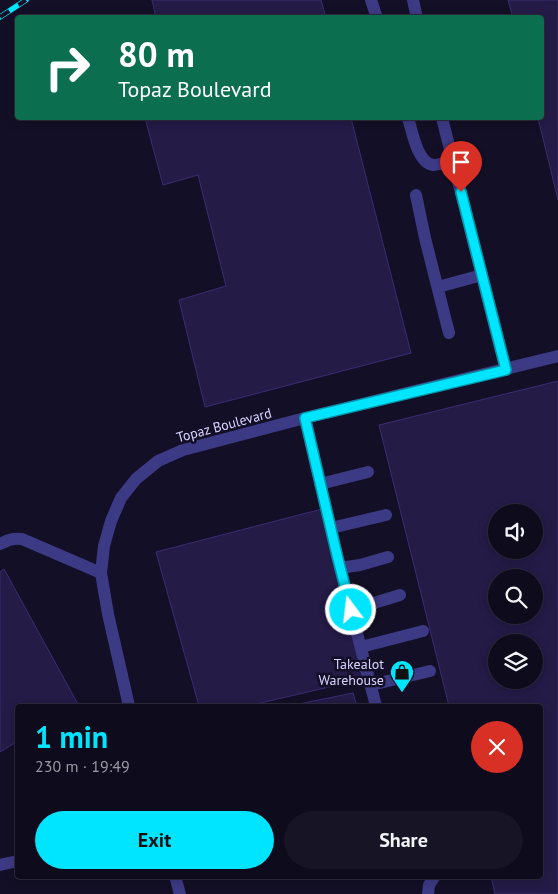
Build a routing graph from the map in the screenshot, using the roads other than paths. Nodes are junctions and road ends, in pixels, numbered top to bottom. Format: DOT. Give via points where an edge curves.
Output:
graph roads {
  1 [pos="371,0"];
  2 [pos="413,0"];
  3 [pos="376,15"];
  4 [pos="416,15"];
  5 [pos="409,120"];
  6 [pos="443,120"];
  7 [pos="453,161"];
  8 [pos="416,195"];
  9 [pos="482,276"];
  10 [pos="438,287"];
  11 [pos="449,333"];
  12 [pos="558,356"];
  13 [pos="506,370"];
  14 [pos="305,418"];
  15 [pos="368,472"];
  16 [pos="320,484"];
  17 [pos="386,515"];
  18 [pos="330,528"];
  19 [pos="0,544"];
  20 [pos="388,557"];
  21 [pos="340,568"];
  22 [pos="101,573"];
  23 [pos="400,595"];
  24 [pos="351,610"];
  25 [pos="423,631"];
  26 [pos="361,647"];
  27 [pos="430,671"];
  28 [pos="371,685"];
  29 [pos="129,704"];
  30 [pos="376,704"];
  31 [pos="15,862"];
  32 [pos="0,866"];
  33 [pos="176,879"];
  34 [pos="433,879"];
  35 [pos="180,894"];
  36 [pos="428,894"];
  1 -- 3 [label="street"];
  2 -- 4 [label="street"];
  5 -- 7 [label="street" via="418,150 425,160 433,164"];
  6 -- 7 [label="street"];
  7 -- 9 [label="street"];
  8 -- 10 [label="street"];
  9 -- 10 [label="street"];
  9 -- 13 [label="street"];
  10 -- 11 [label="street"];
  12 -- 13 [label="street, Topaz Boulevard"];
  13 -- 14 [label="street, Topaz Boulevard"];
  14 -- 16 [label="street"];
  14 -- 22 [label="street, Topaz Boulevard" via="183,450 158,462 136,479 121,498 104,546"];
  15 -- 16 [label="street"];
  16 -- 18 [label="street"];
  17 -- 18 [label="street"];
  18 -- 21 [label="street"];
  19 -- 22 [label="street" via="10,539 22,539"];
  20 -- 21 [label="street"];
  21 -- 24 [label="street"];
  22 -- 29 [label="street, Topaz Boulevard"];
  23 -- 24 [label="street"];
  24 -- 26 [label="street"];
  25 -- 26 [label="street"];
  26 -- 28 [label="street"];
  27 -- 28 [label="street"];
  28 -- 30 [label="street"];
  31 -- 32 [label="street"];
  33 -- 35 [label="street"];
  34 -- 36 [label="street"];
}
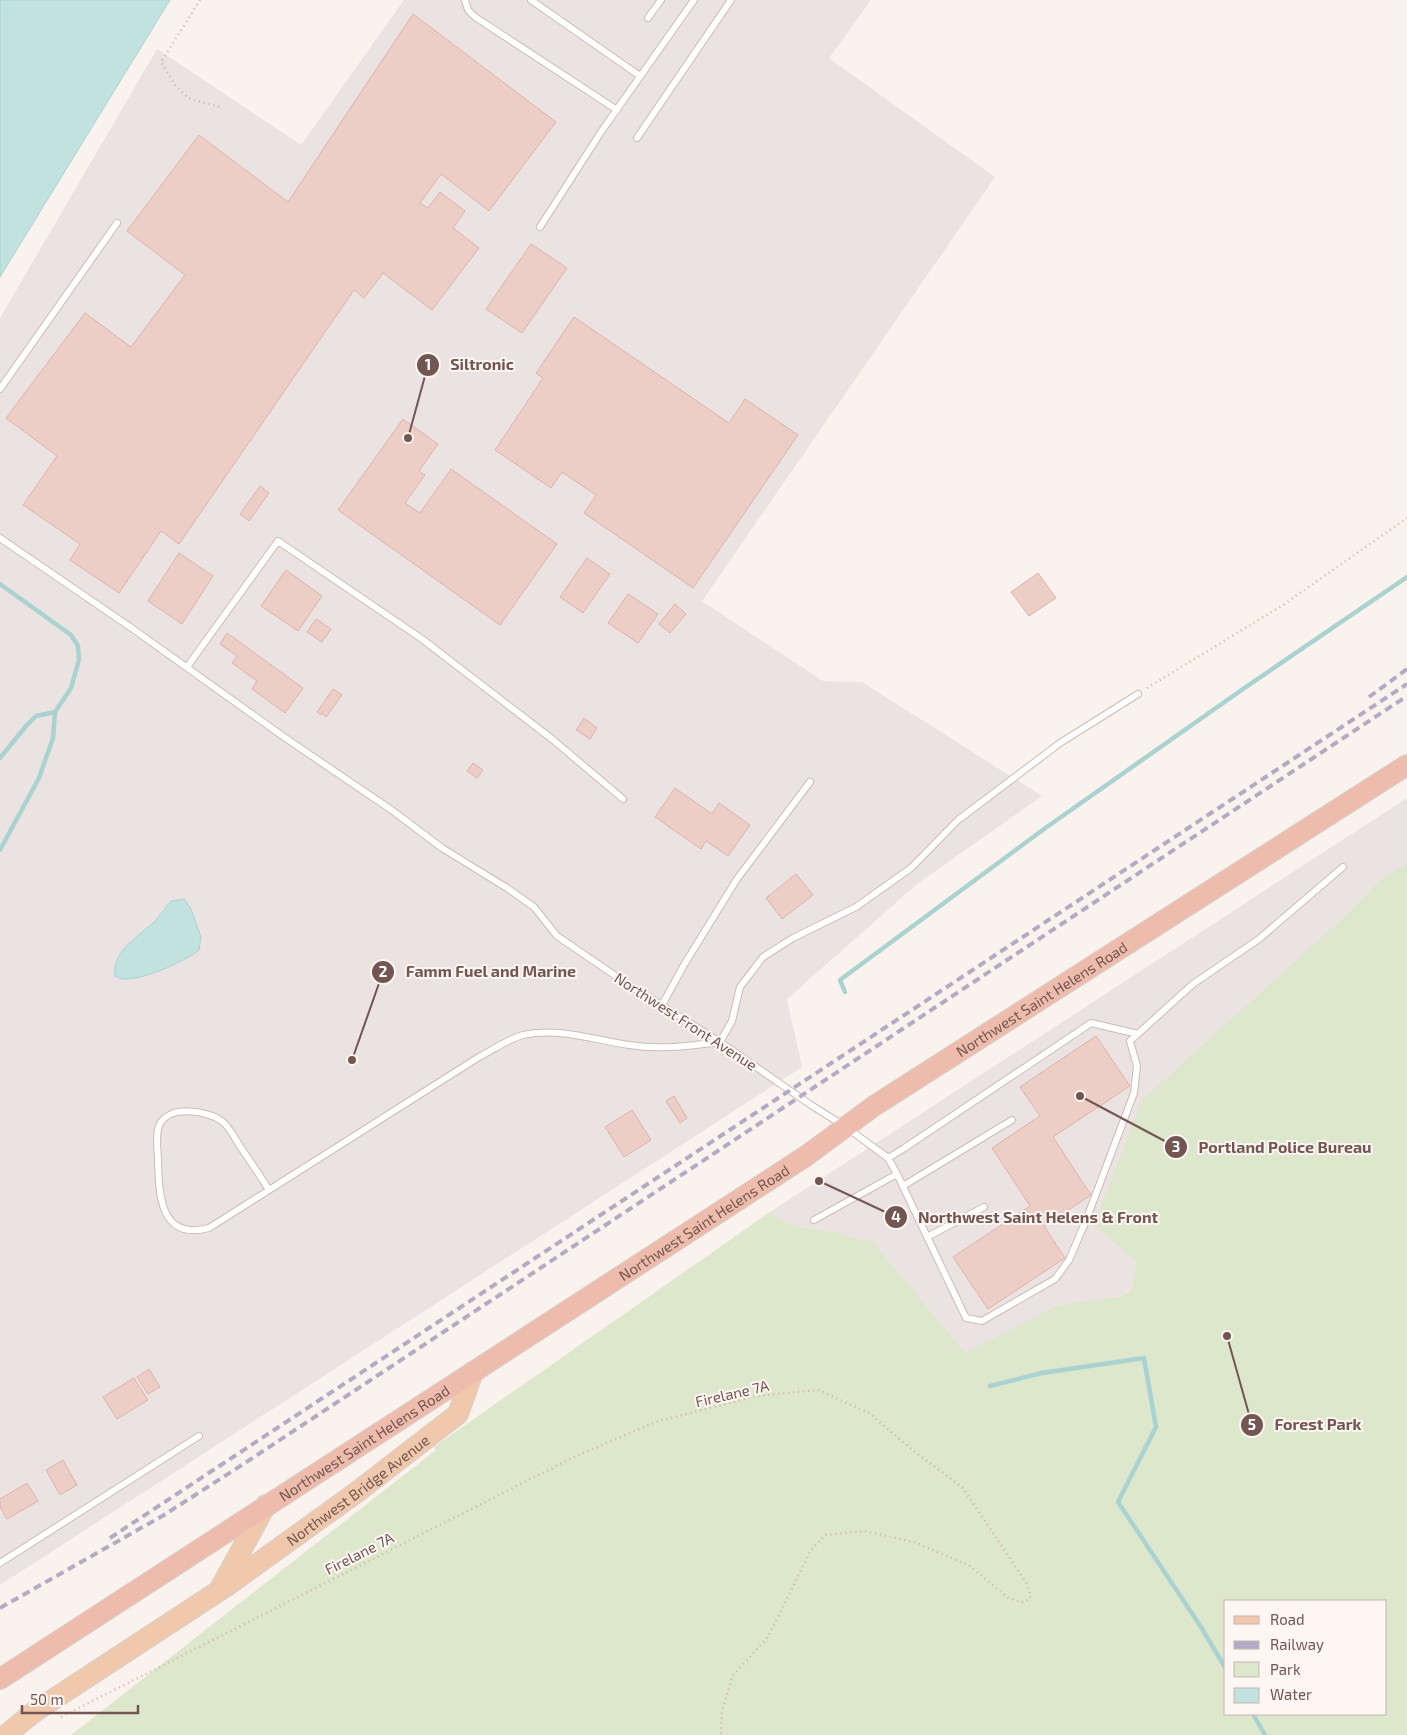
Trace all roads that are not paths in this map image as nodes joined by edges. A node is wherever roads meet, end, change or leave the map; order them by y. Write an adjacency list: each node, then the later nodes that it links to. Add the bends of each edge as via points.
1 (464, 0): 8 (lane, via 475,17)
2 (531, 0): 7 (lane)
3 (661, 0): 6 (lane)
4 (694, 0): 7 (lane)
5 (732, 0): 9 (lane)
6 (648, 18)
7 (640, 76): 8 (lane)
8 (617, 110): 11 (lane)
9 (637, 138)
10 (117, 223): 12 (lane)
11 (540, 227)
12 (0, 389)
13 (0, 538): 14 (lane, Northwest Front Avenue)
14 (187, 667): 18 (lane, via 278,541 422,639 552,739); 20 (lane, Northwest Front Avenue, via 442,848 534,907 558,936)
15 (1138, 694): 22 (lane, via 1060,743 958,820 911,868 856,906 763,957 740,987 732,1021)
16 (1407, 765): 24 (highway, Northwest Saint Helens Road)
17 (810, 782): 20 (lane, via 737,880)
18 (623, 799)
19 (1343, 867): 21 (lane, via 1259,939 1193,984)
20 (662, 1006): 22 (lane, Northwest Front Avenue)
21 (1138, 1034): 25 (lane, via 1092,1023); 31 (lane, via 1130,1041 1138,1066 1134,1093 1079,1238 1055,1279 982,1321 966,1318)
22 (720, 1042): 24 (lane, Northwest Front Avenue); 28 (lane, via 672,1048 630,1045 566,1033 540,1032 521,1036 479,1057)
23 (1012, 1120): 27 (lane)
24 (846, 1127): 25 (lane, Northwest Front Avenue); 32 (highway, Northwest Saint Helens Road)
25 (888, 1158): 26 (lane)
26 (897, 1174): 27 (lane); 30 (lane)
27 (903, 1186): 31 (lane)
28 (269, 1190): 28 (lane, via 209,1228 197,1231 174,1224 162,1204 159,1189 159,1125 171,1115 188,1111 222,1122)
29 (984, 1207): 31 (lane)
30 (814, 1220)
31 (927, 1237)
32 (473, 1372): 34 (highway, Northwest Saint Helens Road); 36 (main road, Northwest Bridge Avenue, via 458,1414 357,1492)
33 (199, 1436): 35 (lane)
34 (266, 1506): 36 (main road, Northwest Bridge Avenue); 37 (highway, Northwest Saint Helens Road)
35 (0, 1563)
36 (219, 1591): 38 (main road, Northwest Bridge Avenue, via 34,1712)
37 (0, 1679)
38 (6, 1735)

__________

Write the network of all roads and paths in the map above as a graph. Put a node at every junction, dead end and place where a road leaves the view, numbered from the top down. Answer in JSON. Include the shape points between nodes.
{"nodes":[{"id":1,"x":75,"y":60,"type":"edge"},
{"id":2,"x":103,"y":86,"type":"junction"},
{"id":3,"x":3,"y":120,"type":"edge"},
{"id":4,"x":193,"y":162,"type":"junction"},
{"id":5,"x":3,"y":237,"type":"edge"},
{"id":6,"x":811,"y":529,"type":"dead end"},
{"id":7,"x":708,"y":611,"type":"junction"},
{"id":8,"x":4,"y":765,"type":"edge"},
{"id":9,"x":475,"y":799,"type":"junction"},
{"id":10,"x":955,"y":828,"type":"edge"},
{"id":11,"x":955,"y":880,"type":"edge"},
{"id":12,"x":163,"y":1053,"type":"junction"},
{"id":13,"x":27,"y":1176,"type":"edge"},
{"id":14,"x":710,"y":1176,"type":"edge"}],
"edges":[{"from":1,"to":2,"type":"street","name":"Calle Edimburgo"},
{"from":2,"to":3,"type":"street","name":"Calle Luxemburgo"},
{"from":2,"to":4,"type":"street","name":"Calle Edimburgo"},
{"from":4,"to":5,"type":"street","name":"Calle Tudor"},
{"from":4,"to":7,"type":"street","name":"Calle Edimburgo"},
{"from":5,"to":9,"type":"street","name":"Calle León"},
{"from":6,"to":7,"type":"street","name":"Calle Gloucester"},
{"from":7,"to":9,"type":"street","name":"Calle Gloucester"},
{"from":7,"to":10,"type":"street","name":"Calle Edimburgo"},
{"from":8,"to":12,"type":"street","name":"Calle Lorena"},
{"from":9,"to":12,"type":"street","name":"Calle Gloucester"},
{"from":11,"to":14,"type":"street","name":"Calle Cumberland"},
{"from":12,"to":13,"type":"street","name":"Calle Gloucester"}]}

__________

◆ Task prompt ◆
From the entries above, show each line that includes the string "points".

◆ Exercise output ◆
Build a routing graph from the map in the screenshot, using the roads other than paths. Nodes are junctions and road ends, in pixels, numbered top to bottom. Format: DOT. Give via points where an edge curves.
Trace all roads that are not paths in this map image as nodes joined by edges. A node is wherever roads meet, end, change or leave the map; order them by y. Write an adjacency list: each node, then the later nodes that it links to. Add the bends of each edge as via points.
Write the network of all roads and paths in the map above as a graph. Put a node at every junction, dead end and place where a road leaves the view, numbered from the top down. Answer in JSON. Include the shape points between nodes.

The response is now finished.